**Problem to solve**
Return the whole listing, keeping every character the same.

**Data extracts**
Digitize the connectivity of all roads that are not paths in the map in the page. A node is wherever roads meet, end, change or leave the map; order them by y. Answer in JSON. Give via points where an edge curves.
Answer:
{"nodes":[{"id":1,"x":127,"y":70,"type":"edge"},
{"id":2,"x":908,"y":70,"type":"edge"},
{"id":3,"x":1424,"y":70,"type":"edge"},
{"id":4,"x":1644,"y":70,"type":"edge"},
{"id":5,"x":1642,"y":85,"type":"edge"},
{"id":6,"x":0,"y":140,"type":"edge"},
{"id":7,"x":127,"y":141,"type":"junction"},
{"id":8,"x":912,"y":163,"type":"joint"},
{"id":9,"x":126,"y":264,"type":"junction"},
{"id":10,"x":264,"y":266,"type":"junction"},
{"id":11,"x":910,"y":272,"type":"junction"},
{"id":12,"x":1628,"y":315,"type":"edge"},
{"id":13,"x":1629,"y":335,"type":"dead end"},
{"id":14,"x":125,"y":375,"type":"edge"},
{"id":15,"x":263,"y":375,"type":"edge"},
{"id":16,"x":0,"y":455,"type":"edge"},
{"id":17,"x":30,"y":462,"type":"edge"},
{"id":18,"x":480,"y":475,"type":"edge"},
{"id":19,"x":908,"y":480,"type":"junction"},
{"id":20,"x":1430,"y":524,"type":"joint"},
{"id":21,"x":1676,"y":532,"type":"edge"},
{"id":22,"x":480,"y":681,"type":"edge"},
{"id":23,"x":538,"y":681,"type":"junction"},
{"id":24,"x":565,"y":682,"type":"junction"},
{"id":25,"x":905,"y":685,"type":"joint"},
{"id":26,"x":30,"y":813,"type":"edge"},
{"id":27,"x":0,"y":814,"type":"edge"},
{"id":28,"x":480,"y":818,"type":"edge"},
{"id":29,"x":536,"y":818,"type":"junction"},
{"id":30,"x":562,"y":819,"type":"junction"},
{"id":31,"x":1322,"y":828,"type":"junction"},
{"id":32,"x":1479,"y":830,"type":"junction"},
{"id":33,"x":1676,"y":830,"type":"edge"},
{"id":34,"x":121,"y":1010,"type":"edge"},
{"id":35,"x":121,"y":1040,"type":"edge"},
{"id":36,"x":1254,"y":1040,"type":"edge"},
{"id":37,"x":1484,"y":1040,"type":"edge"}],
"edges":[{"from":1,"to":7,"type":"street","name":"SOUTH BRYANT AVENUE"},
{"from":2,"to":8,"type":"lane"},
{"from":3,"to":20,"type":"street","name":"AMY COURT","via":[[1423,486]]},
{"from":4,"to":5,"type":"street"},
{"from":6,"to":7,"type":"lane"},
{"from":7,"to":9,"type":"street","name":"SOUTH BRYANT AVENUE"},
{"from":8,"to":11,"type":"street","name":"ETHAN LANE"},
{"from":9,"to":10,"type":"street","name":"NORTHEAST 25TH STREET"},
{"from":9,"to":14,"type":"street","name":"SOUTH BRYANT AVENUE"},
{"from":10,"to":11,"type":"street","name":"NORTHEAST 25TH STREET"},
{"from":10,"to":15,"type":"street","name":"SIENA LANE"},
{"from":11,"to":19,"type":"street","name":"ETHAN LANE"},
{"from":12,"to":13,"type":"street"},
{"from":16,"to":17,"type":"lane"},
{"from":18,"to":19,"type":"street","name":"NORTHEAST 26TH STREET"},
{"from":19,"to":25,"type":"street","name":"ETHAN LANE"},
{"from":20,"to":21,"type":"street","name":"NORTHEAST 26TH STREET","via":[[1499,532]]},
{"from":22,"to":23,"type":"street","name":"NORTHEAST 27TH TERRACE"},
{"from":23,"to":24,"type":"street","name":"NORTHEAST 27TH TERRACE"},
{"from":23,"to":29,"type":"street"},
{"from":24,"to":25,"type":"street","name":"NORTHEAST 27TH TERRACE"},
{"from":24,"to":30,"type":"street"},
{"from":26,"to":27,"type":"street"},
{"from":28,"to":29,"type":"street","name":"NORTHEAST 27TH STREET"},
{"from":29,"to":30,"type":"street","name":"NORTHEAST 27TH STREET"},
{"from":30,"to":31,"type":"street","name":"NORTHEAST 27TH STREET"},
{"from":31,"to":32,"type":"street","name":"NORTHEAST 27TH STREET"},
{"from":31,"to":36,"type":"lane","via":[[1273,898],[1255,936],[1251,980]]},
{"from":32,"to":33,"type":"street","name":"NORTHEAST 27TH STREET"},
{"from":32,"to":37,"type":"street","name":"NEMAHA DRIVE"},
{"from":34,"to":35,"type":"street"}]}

**Your response**
Digitize the connectivity of all roads that are not paths in the map in the page. A node is wherever roads meet, end, change or leave the map; order them by y. Answer in JSON. Give via points where an edge curves.
Answer:
{"nodes":[{"id":1,"x":127,"y":70,"type":"edge"},
{"id":2,"x":908,"y":70,"type":"edge"},
{"id":3,"x":1424,"y":70,"type":"edge"},
{"id":4,"x":1644,"y":70,"type":"edge"},
{"id":5,"x":1642,"y":85,"type":"edge"},
{"id":6,"x":0,"y":140,"type":"edge"},
{"id":7,"x":127,"y":141,"type":"junction"},
{"id":8,"x":912,"y":163,"type":"joint"},
{"id":9,"x":126,"y":264,"type":"junction"},
{"id":10,"x":264,"y":266,"type":"junction"},
{"id":11,"x":910,"y":272,"type":"junction"},
{"id":12,"x":1628,"y":315,"type":"edge"},
{"id":13,"x":1629,"y":335,"type":"dead end"},
{"id":14,"x":125,"y":375,"type":"edge"},
{"id":15,"x":263,"y":375,"type":"edge"},
{"id":16,"x":0,"y":455,"type":"edge"},
{"id":17,"x":30,"y":462,"type":"edge"},
{"id":18,"x":480,"y":475,"type":"edge"},
{"id":19,"x":908,"y":480,"type":"junction"},
{"id":20,"x":1430,"y":524,"type":"joint"},
{"id":21,"x":1676,"y":532,"type":"edge"},
{"id":22,"x":480,"y":681,"type":"edge"},
{"id":23,"x":538,"y":681,"type":"junction"},
{"id":24,"x":565,"y":682,"type":"junction"},
{"id":25,"x":905,"y":685,"type":"joint"},
{"id":26,"x":30,"y":813,"type":"edge"},
{"id":27,"x":0,"y":814,"type":"edge"},
{"id":28,"x":480,"y":818,"type":"edge"},
{"id":29,"x":536,"y":818,"type":"junction"},
{"id":30,"x":562,"y":819,"type":"junction"},
{"id":31,"x":1322,"y":828,"type":"junction"},
{"id":32,"x":1479,"y":830,"type":"junction"},
{"id":33,"x":1676,"y":830,"type":"edge"},
{"id":34,"x":121,"y":1010,"type":"edge"},
{"id":35,"x":121,"y":1040,"type":"edge"},
{"id":36,"x":1254,"y":1040,"type":"edge"},
{"id":37,"x":1484,"y":1040,"type":"edge"}],
"edges":[{"from":1,"to":7,"type":"street","name":"SOUTH BRYANT AVENUE"},
{"from":2,"to":8,"type":"lane"},
{"from":3,"to":20,"type":"street","name":"AMY COURT","via":[[1423,486]]},
{"from":4,"to":5,"type":"street"},
{"from":6,"to":7,"type":"lane"},
{"from":7,"to":9,"type":"street","name":"SOUTH BRYANT AVENUE"},
{"from":8,"to":11,"type":"street","name":"ETHAN LANE"},
{"from":9,"to":10,"type":"street","name":"NORTHEAST 25TH STREET"},
{"from":9,"to":14,"type":"street","name":"SOUTH BRYANT AVENUE"},
{"from":10,"to":11,"type":"street","name":"NORTHEAST 25TH STREET"},
{"from":10,"to":15,"type":"street","name":"SIENA LANE"},
{"from":11,"to":19,"type":"street","name":"ETHAN LANE"},
{"from":12,"to":13,"type":"street"},
{"from":16,"to":17,"type":"lane"},
{"from":18,"to":19,"type":"street","name":"NORTHEAST 26TH STREET"},
{"from":19,"to":25,"type":"street","name":"ETHAN LANE"},
{"from":20,"to":21,"type":"street","name":"NORTHEAST 26TH STREET","via":[[1499,532]]},
{"from":22,"to":23,"type":"street","name":"NORTHEAST 27TH TERRACE"},
{"from":23,"to":24,"type":"street","name":"NORTHEAST 27TH TERRACE"},
{"from":23,"to":29,"type":"street"},
{"from":24,"to":25,"type":"street","name":"NORTHEAST 27TH TERRACE"},
{"from":24,"to":30,"type":"street"},
{"from":26,"to":27,"type":"street"},
{"from":28,"to":29,"type":"street","name":"NORTHEAST 27TH STREET"},
{"from":29,"to":30,"type":"street","name":"NORTHEAST 27TH STREET"},
{"from":30,"to":31,"type":"street","name":"NORTHEAST 27TH STREET"},
{"from":31,"to":32,"type":"street","name":"NORTHEAST 27TH STREET"},
{"from":31,"to":36,"type":"lane","via":[[1273,898],[1255,936],[1251,980]]},
{"from":32,"to":33,"type":"street","name":"NORTHEAST 27TH STREET"},
{"from":32,"to":37,"type":"street","name":"NEMAHA DRIVE"},
{"from":34,"to":35,"type":"street"}]}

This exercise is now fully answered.